Computer scienceSystem administration and DevOpsCI/CD processesGitHub Actions

Artifacts

11 minutes read

You have created GitHub Actions workflows to automate the building and testing of your applications, saving yourself a ton of work. You can take this one step further and automate the deployment process as well. Not only that, but you can also save test results for debugging.

To achieve this you need a way to share data between jobs — that is, between build and deployment jobs. If you're using GitHub-hosted runners, any outputs your build and test jobs generate are deleted when the workflow finishes executing. You need a way to save these outputs before they are deleted. Let's discuss how this is done using artifacts.

Artifacts

Artifacts allow us to share data between jobs or retain that data after a workflow run is complete. This data could be:

  • Production files — binary, compressed, or executable files
  • Logs, test reports, and crash dumps

The ability to share data between jobs in a workflow allows you to create efficient continuous integration and continuous delivery (CI/CD) pipelines. To use artifacts, you upload them during a workflow run. Then, when the run is complete, you can view those artifacts in the Summary tab of the GitHub Actions UI. You can click the artifact name to download it as a compressed zip file.

Viewing artifacts in the GitHub Actions UI

We can manually delete artifacts from the UI by clicking the trashcan icon. But what if there are hundreds of artifacts? Fortunately, artifacts and logs stick around for 90 days before they are automatically removed. Better yet, you can customize this retention period in the repository settings or specify it in the workflow file to as low as one day, thus automating the cleanup process. We will see how this is achieved in the next section.

Feel free to explore the other ways of removing unused artifacts — using the delete artifacts action from the marketplace and the REST API.

Uploading artifacts

It might take an archeologist several years to find an ancient artifact, but you only need a few lines of code!

name: Time artifact
on:
  push:
jobs:
  create:
    runs-on: ubuntu-latest
    steps:
      - name: Create a text file
        run: |
          echo "The time is $(date -u)" > time.txt

      - name: Upload time artifact
        uses: actions/upload-artifact@v3
        with:
          name: time-artifact # optional, default is artifact
          path: time.txt
          if-no-files-found: error # optional, default is warn
          retention-days: 1 # optional, maximum 90 days

The first step creates a simple text file and stores the current time in it. Then, we use the upload artifact action from the GitHub marketplace to upload the text file as an artifact. Let's discuss the inputs for the action:

  • path (required): a file, folder, or wildcard pattern to be uploaded. In our case, it is the file time.txt.
  • name (optional): specifies the name of the artifact. Defaults to artifact if no name is provided.
  • if-no-files-found (optional): the action to perform if no files are found. Options: warn, error, or ignore
  • retention-days (optional): the duration an artifact is stored. The value ranges between 1 and 90 days. In our case, GitHub retains the artifact for 1 day.

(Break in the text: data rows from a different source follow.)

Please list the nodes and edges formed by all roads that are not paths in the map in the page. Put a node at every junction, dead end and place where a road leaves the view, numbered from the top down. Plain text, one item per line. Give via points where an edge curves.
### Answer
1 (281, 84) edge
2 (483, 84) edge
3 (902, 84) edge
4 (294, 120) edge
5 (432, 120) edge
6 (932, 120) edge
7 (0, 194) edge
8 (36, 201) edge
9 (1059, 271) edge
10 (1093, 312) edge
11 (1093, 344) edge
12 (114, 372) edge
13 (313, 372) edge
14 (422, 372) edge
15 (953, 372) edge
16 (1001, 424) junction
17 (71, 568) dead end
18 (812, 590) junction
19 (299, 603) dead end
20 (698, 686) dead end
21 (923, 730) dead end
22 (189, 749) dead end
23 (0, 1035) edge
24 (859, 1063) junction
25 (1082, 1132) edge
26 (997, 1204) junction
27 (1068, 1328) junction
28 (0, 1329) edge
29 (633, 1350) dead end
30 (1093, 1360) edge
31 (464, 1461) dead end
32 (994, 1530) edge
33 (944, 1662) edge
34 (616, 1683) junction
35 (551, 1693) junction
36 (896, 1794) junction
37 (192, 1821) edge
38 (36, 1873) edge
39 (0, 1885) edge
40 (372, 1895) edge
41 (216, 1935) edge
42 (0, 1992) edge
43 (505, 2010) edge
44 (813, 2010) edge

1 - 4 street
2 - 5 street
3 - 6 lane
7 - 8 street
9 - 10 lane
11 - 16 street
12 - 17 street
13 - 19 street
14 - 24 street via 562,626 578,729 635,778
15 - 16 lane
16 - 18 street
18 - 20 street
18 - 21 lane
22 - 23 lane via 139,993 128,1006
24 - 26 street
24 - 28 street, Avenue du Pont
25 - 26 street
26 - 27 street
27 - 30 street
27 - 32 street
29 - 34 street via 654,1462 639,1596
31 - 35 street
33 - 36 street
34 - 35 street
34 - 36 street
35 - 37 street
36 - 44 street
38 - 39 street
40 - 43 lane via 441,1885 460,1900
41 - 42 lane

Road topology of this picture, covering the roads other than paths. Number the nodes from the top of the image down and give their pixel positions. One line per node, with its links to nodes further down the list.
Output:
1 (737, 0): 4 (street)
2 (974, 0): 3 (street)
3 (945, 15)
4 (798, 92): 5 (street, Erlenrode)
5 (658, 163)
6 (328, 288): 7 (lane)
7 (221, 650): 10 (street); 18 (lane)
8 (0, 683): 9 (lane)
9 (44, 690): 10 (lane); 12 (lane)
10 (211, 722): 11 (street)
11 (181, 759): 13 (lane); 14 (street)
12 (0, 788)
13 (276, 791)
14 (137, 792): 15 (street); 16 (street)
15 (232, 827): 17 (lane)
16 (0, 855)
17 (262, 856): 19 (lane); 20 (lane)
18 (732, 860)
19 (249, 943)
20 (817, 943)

That's it! We've successfully uploaded an artifact. Now let's discuss the upload path in more detail.

Customizing the upload path

Sometimes you might want to upload multiple files and folders or exclude some files or folders. You can easily achieve this with the help of the path input. You are already familiar with glob patterns (wildcard patterns) and this is a great place to try them out!

steps:
  - name: Using wildcards
    uses: actions/upload-artifact@v3
    with:
      name: build-artifacts
      path: |    
        ./* 
        !./.git/** 
        !./*.yml

The ./* pattern matches all files and folders using the asterisk (*) character. We can add an exclamation mark (!) before the file/folder name to exclude it. In the snippet above, the !./*.yml pattern excludes files with the .yml extension. This can be very useful when you need to exclude some files, such as dependencies or temporary support files.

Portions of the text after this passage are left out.